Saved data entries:
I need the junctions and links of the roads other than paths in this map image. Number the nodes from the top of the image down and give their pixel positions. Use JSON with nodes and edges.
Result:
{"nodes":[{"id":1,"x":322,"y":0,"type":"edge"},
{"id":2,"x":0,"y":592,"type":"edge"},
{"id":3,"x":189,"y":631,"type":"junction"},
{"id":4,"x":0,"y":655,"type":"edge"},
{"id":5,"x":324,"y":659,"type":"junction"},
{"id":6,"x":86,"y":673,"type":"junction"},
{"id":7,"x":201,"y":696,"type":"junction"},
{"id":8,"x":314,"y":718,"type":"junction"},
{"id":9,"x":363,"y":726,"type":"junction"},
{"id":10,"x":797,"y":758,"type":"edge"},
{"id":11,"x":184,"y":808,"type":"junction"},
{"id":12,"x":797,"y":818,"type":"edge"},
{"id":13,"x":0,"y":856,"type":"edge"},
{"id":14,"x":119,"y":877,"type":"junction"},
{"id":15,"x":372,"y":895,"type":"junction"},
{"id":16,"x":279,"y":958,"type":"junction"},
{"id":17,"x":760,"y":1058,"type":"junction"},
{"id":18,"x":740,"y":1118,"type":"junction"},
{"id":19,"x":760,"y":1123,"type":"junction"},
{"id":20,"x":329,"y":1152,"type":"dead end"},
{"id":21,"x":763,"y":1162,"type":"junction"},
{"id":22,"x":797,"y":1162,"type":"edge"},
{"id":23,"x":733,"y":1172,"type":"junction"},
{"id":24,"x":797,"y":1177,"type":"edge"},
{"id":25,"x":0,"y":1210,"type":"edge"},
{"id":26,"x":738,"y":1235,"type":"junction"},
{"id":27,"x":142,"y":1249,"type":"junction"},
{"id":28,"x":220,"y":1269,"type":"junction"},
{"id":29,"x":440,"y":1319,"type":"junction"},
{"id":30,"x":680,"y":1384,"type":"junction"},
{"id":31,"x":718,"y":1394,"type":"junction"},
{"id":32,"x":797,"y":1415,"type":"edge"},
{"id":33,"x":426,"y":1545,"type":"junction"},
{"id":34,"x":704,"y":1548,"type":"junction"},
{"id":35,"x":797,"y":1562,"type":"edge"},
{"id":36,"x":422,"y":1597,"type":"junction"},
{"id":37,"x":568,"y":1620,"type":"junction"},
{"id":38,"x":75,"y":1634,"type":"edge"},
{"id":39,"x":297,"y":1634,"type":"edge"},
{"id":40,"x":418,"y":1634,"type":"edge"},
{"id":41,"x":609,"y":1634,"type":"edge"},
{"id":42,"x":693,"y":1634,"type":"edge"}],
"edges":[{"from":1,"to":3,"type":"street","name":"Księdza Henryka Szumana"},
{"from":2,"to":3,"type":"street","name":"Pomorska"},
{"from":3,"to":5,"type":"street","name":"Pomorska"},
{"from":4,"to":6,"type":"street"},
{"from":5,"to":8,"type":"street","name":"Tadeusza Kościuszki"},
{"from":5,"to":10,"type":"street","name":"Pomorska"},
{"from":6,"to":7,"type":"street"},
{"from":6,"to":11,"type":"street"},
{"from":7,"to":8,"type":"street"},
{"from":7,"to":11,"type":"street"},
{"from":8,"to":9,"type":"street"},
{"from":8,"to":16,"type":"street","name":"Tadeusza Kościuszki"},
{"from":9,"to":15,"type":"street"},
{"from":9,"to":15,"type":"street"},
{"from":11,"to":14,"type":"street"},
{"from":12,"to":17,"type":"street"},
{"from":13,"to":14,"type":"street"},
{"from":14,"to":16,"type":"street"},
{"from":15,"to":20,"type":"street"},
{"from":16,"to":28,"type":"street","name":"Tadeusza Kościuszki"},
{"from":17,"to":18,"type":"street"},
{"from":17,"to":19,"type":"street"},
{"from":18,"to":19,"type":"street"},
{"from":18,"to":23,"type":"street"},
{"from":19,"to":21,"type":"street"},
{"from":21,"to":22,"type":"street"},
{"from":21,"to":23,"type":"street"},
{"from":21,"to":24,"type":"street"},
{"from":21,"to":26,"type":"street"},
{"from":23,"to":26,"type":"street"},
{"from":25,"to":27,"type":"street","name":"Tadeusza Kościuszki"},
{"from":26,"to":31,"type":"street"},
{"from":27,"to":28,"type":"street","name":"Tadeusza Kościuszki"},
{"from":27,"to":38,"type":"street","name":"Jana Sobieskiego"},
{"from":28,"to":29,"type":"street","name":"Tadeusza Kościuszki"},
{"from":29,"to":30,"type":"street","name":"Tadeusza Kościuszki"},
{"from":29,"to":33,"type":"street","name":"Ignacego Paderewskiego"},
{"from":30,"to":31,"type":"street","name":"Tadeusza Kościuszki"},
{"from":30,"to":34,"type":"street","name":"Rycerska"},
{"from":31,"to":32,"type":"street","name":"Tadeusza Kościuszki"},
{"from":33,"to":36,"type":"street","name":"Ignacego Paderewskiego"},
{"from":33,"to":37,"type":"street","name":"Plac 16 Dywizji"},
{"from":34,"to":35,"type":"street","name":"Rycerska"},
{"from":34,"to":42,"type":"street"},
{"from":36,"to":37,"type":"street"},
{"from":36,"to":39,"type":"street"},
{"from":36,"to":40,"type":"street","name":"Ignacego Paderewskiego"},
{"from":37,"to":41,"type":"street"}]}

* _WHAT THE TASK REQUIRES_:
Return the entries in full. Do not alter them.

* _SOLVED PROBLEM_:
I need the junctions and links of the roads other than paths in this map image. Number the nodes from the top of the image down and give their pixel positions. Use JSON with nodes and edges.
Result:
{"nodes":[{"id":1,"x":322,"y":0,"type":"edge"},
{"id":2,"x":0,"y":592,"type":"edge"},
{"id":3,"x":189,"y":631,"type":"junction"},
{"id":4,"x":0,"y":655,"type":"edge"},
{"id":5,"x":324,"y":659,"type":"junction"},
{"id":6,"x":86,"y":673,"type":"junction"},
{"id":7,"x":201,"y":696,"type":"junction"},
{"id":8,"x":314,"y":718,"type":"junction"},
{"id":9,"x":363,"y":726,"type":"junction"},
{"id":10,"x":797,"y":758,"type":"edge"},
{"id":11,"x":184,"y":808,"type":"junction"},
{"id":12,"x":797,"y":818,"type":"edge"},
{"id":13,"x":0,"y":856,"type":"edge"},
{"id":14,"x":119,"y":877,"type":"junction"},
{"id":15,"x":372,"y":895,"type":"junction"},
{"id":16,"x":279,"y":958,"type":"junction"},
{"id":17,"x":760,"y":1058,"type":"junction"},
{"id":18,"x":740,"y":1118,"type":"junction"},
{"id":19,"x":760,"y":1123,"type":"junction"},
{"id":20,"x":329,"y":1152,"type":"dead end"},
{"id":21,"x":763,"y":1162,"type":"junction"},
{"id":22,"x":797,"y":1162,"type":"edge"},
{"id":23,"x":733,"y":1172,"type":"junction"},
{"id":24,"x":797,"y":1177,"type":"edge"},
{"id":25,"x":0,"y":1210,"type":"edge"},
{"id":26,"x":738,"y":1235,"type":"junction"},
{"id":27,"x":142,"y":1249,"type":"junction"},
{"id":28,"x":220,"y":1269,"type":"junction"},
{"id":29,"x":440,"y":1319,"type":"junction"},
{"id":30,"x":680,"y":1384,"type":"junction"},
{"id":31,"x":718,"y":1394,"type":"junction"},
{"id":32,"x":797,"y":1415,"type":"edge"},
{"id":33,"x":426,"y":1545,"type":"junction"},
{"id":34,"x":704,"y":1548,"type":"junction"},
{"id":35,"x":797,"y":1562,"type":"edge"},
{"id":36,"x":422,"y":1597,"type":"junction"},
{"id":37,"x":568,"y":1620,"type":"junction"},
{"id":38,"x":75,"y":1634,"type":"edge"},
{"id":39,"x":297,"y":1634,"type":"edge"},
{"id":40,"x":418,"y":1634,"type":"edge"},
{"id":41,"x":609,"y":1634,"type":"edge"},
{"id":42,"x":693,"y":1634,"type":"edge"}],
"edges":[{"from":1,"to":3,"type":"street","name":"Księdza Henryka Szumana"},
{"from":2,"to":3,"type":"street","name":"Pomorska"},
{"from":3,"to":5,"type":"street","name":"Pomorska"},
{"from":4,"to":6,"type":"street"},
{"from":5,"to":8,"type":"street","name":"Tadeusza Kościuszki"},
{"from":5,"to":10,"type":"street","name":"Pomorska"},
{"from":6,"to":7,"type":"street"},
{"from":6,"to":11,"type":"street"},
{"from":7,"to":8,"type":"street"},
{"from":7,"to":11,"type":"street"},
{"from":8,"to":9,"type":"street"},
{"from":8,"to":16,"type":"street","name":"Tadeusza Kościuszki"},
{"from":9,"to":15,"type":"street"},
{"from":9,"to":15,"type":"street"},
{"from":11,"to":14,"type":"street"},
{"from":12,"to":17,"type":"street"},
{"from":13,"to":14,"type":"street"},
{"from":14,"to":16,"type":"street"},
{"from":15,"to":20,"type":"street"},
{"from":16,"to":28,"type":"street","name":"Tadeusza Kościuszki"},
{"from":17,"to":18,"type":"street"},
{"from":17,"to":19,"type":"street"},
{"from":18,"to":19,"type":"street"},
{"from":18,"to":23,"type":"street"},
{"from":19,"to":21,"type":"street"},
{"from":21,"to":22,"type":"street"},
{"from":21,"to":23,"type":"street"},
{"from":21,"to":24,"type":"street"},
{"from":21,"to":26,"type":"street"},
{"from":23,"to":26,"type":"street"},
{"from":25,"to":27,"type":"street","name":"Tadeusza Kościuszki"},
{"from":26,"to":31,"type":"street"},
{"from":27,"to":28,"type":"street","name":"Tadeusza Kościuszki"},
{"from":27,"to":38,"type":"street","name":"Jana Sobieskiego"},
{"from":28,"to":29,"type":"street","name":"Tadeusza Kościuszki"},
{"from":29,"to":30,"type":"street","name":"Tadeusza Kościuszki"},
{"from":29,"to":33,"type":"street","name":"Ignacego Paderewskiego"},
{"from":30,"to":31,"type":"street","name":"Tadeusza Kościuszki"},
{"from":30,"to":34,"type":"street","name":"Rycerska"},
{"from":31,"to":32,"type":"street","name":"Tadeusza Kościuszki"},
{"from":33,"to":36,"type":"street","name":"Ignacego Paderewskiego"},
{"from":33,"to":37,"type":"street","name":"Plac 16 Dywizji"},
{"from":34,"to":35,"type":"street","name":"Rycerska"},
{"from":34,"to":42,"type":"street"},
{"from":36,"to":37,"type":"street"},
{"from":36,"to":39,"type":"street"},
{"from":36,"to":40,"type":"street","name":"Ignacego Paderewskiego"},
{"from":37,"to":41,"type":"street"}]}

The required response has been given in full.